De pesquisas sobre câncer à agricultura: tecnologia avança no campo


Avanços na fisiologia vegetal estão abrindo novas possibilidades para aumentar a produtividade agrícola. Marcelo Rodrigues, CEO da Krilltech, explica que a tecnologia criada pela empresa tem como foco estimular o metabolismo primário das plantas, potencializando a produção e o consumo de ATP. Essa energia adicional permite que as plantas alcancem seu pleno potencial genético, resultando em aumentos expressivos de produtividade, especialmente em testes de campo.

“A maioria dos produtores costuma focar muito em defensivos, adubos e fertilizantes, mas a fisiologia vegetal precisa ser tratada de forma mais especializada”, explica Marcelo. “Nós, da Krilltech, desenvolvemos produtos que atuam em rotas metabólicas específicas, como a produção de ATP, que é a energia base da planta. Com isso, ativamos processos metabólicos que permitem à planta expressar todo o seu potencial produtivo, mesmo em condições adversas.”

A tecnologia da Krilltech difere dos produtos convencionais por não utilizar extratos vegetais ou hormônios. “Desenvolvemos produtos baseados na fisiologia da planta, quase como uma ‘medicina’ para vegetais”, destaca Marcelo. “Nossa abordagem é tratar a planta como um atleta de alta performance, ajudando-a a expressar o máximo de seu potencial genético.”

Parceria com a Embrapa 

O CEO também menciona que os produtos da Krilltech são os primeiros a utilizar nanotecnologia com foco em processos metabólicos específicos nas plantas.
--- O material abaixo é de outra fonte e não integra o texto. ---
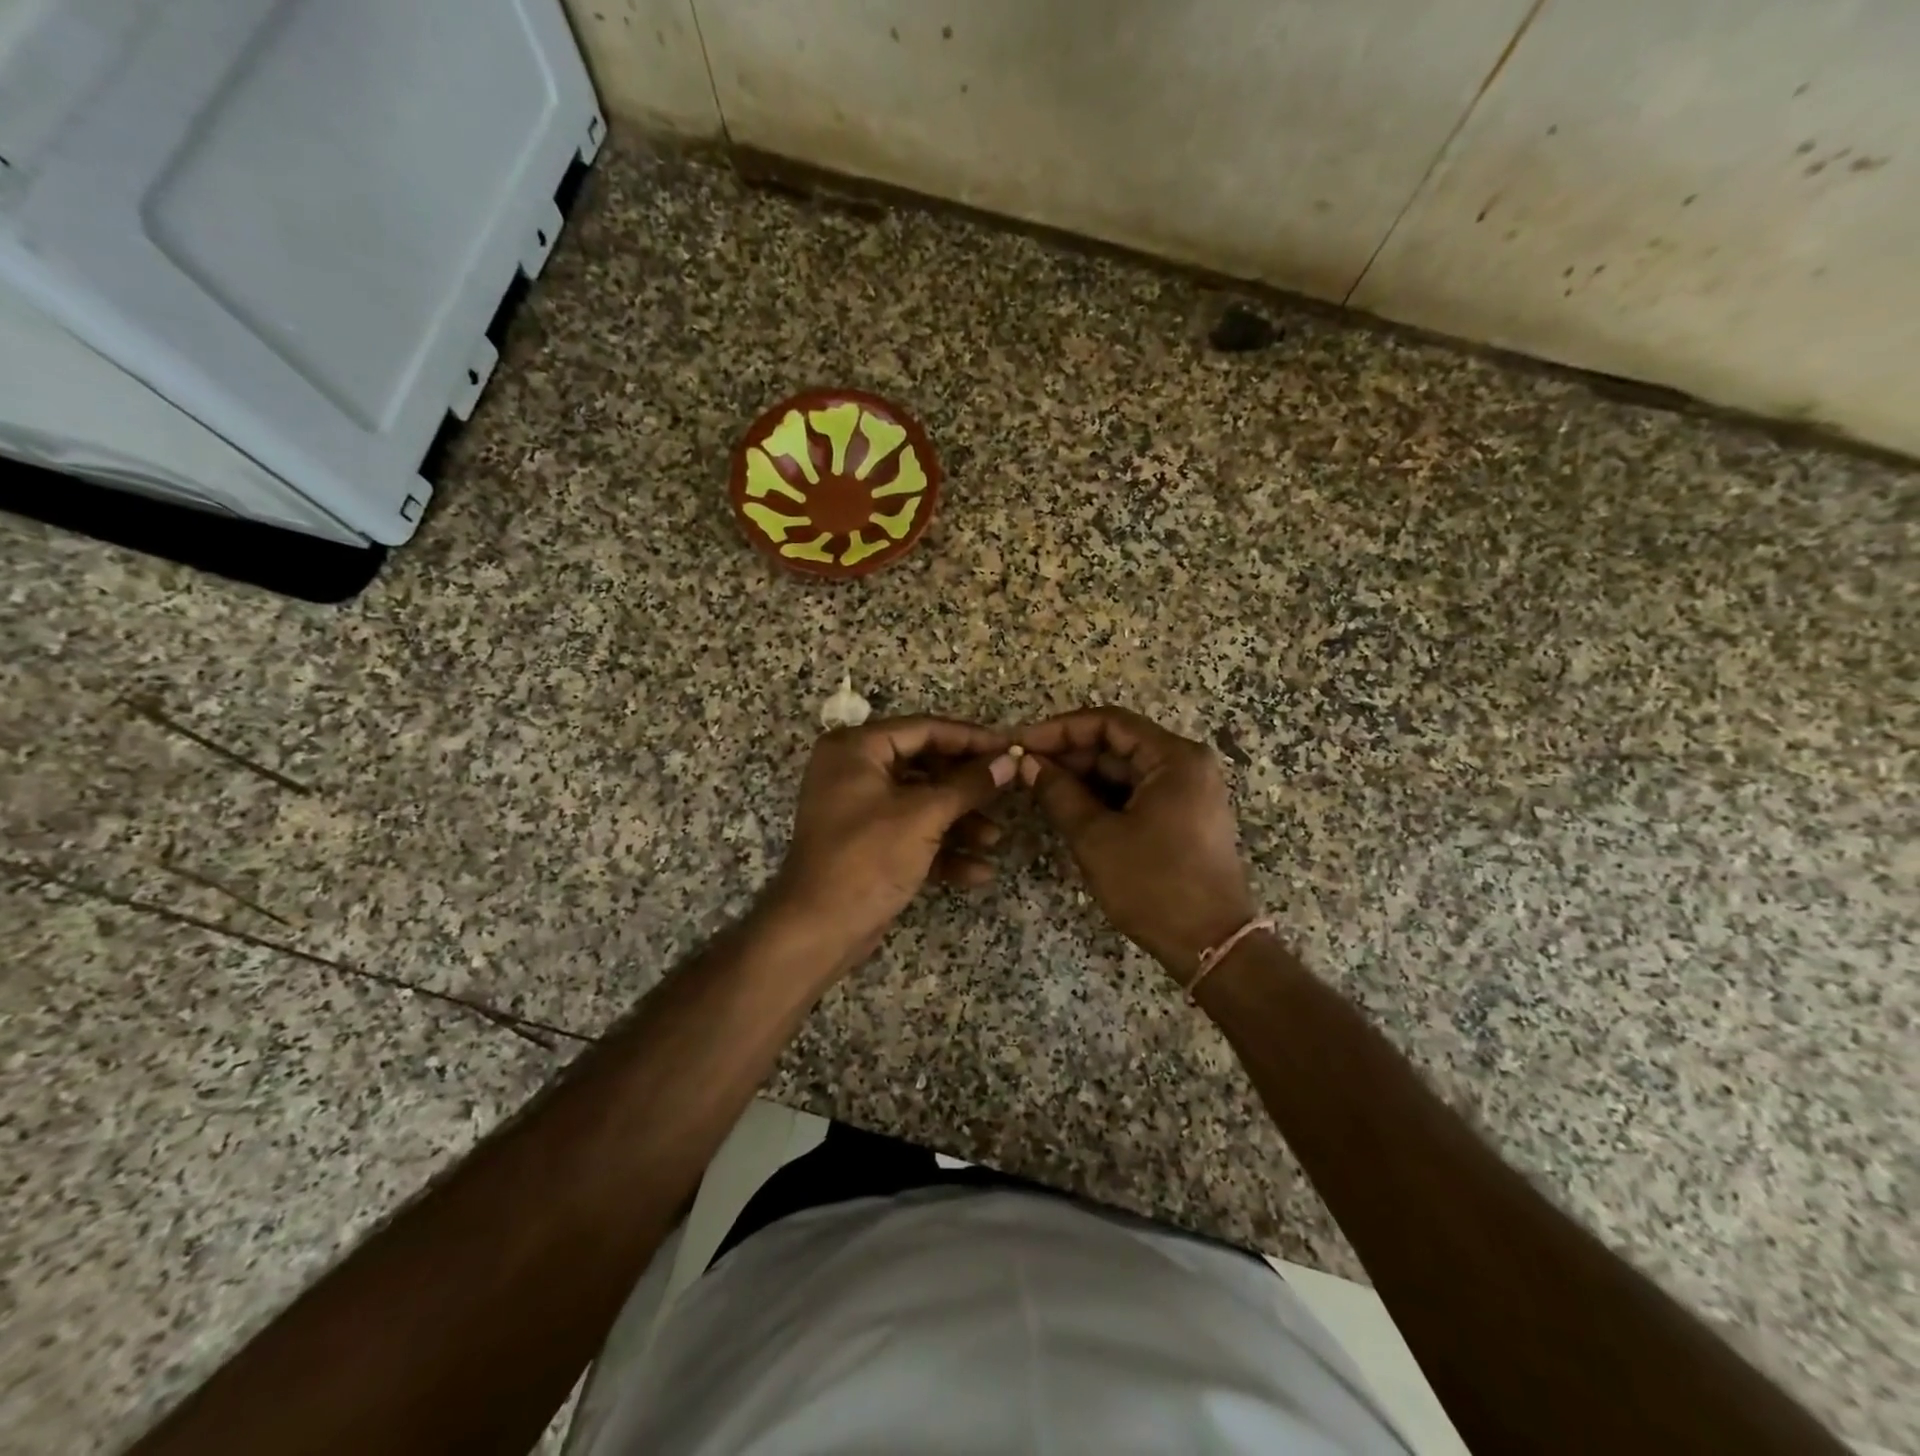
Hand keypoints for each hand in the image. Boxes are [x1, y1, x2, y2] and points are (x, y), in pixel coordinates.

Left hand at [766, 717, 1016, 967]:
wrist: (818, 930)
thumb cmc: (868, 858)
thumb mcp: (924, 815)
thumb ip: (970, 784)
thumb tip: (1010, 760)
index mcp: (856, 748)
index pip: (924, 729)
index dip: (971, 738)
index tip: (1010, 747)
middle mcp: (854, 770)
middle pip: (926, 766)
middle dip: (967, 788)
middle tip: (1008, 791)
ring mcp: (861, 809)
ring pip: (922, 803)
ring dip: (960, 822)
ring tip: (994, 839)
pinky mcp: (869, 844)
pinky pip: (912, 834)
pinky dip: (942, 849)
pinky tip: (979, 872)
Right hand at [1015, 707, 1255, 978]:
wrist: (1210, 945)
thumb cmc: (1153, 885)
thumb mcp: (1096, 837)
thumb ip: (1057, 792)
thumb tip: (1027, 763)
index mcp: (1174, 758)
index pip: (1108, 723)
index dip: (1060, 730)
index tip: (1022, 744)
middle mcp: (1186, 764)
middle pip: (1117, 744)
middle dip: (1069, 755)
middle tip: (1023, 769)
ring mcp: (1187, 791)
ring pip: (1124, 770)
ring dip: (1082, 777)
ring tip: (1037, 788)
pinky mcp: (1182, 815)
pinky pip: (1135, 792)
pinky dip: (1102, 797)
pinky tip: (1067, 807)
A primeira geração de produtos, como o Arbolina, foi desenvolvida em parceria com instituições de peso, como a Universidade de Brasília (UnB), a UFRJ e a Embrapa. “Desde os primeiros trabalhos, os resultados têm sido expressivos, com aumentos de 15% a 25% na produtividade de culturas como tomate e pimentão.”
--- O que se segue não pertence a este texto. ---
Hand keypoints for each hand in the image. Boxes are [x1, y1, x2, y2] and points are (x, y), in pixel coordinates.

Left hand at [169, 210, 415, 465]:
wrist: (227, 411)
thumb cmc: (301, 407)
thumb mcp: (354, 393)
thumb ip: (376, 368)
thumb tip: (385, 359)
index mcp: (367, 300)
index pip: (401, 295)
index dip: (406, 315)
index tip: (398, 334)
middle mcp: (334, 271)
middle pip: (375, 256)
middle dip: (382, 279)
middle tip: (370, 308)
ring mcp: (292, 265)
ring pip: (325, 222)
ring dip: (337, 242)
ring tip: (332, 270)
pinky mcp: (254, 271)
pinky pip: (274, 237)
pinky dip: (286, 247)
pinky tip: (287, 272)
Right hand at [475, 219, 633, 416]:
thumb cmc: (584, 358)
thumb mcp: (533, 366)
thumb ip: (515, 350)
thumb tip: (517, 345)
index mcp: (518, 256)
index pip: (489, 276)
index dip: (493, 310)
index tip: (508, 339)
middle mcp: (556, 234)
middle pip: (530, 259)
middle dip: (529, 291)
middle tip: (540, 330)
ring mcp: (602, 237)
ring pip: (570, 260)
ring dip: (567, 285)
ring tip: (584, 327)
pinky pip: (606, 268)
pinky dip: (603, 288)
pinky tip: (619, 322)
Em campo, os resultados são consistentes: “Na soja, obtivemos 80% de resultados positivos, com retorno significativo para os produtores. Em culturas como cacau, café e tomate, os ganhos também são impressionantes”, afirma Marcelo. Ele destaca que, para cada real investido pelo produtor, há um retorno de até R$ 50, como no caso do tomate industrial.

Como surgiu

Marcelo Rodrigues revela que a inovação nasceu a partir de estudos sobre o câncer. “Inicialmente, eu trabalhava com pesquisas na área de câncer, estudando como modificar a superfície de partículas para interagir com organelas e processos metabólicos específicos. Esse trabalho envolvia a utilização de luminescência para marcar tumores.”

A aplicação da tecnologia em plantas surgiu quando Marcelo apresentou os resultados de suas pesquisas para a Embrapa. “O Dr. Jimar Silva, da Embrapa, me sugeriu usar a mesma lógica em plantas, e foi aí que surgiu a ideia de desenvolver produtos agrícolas com base nesse conceito. Nós adaptamos o que fazíamos em laboratório para a agricultura e criamos a Krilltech.”